▸ Task to complete
Where in the data below does the word "Limes" appear? Copy each line that holds it.

Information: Begin

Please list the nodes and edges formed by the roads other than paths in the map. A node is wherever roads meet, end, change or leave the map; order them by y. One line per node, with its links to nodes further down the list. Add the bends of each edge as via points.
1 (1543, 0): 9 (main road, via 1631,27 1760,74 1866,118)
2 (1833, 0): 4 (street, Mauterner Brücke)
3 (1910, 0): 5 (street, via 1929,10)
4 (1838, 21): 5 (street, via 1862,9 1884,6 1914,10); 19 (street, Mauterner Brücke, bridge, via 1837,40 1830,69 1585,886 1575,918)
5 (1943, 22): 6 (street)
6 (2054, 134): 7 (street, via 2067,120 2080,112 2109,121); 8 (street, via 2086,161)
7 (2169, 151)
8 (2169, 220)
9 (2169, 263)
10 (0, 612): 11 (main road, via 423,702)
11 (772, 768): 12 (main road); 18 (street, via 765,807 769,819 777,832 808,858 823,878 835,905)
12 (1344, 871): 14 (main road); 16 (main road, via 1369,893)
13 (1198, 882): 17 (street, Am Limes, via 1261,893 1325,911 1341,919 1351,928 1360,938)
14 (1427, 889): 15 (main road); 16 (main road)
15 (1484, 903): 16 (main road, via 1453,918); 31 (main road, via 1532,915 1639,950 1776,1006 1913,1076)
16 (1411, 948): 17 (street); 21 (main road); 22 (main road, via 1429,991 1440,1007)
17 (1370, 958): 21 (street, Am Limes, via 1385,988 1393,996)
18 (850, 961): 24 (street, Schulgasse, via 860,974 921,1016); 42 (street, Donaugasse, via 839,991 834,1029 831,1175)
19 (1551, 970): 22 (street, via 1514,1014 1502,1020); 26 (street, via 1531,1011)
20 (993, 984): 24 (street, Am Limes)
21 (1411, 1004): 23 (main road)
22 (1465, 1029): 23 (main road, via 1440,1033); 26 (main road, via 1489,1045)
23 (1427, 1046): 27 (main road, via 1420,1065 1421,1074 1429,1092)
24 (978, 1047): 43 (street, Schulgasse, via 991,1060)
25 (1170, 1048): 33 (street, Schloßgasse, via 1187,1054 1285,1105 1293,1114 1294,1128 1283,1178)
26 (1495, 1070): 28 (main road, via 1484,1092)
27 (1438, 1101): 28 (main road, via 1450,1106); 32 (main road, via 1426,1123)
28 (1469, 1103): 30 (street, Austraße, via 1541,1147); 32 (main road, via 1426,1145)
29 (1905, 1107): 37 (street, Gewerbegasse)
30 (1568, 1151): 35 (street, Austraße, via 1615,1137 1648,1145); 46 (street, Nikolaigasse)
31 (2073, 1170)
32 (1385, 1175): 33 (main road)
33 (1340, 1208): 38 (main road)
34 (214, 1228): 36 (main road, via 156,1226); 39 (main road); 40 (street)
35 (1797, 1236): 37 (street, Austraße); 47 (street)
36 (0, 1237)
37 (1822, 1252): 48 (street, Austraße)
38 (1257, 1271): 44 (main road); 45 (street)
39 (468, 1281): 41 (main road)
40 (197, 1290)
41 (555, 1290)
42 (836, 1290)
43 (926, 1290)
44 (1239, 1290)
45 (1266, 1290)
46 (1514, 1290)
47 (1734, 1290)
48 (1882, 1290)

Information: End

▸ Solved problem
13 (1198, 882): 17 (street, Am Limes, via 1261,893 1325,911 1341,919 1351,928 1360,938)
17 (1370, 958): 21 (street, Am Limes, via 1385,988 1393,996)
20 (993, 984): 24 (street, Am Limes)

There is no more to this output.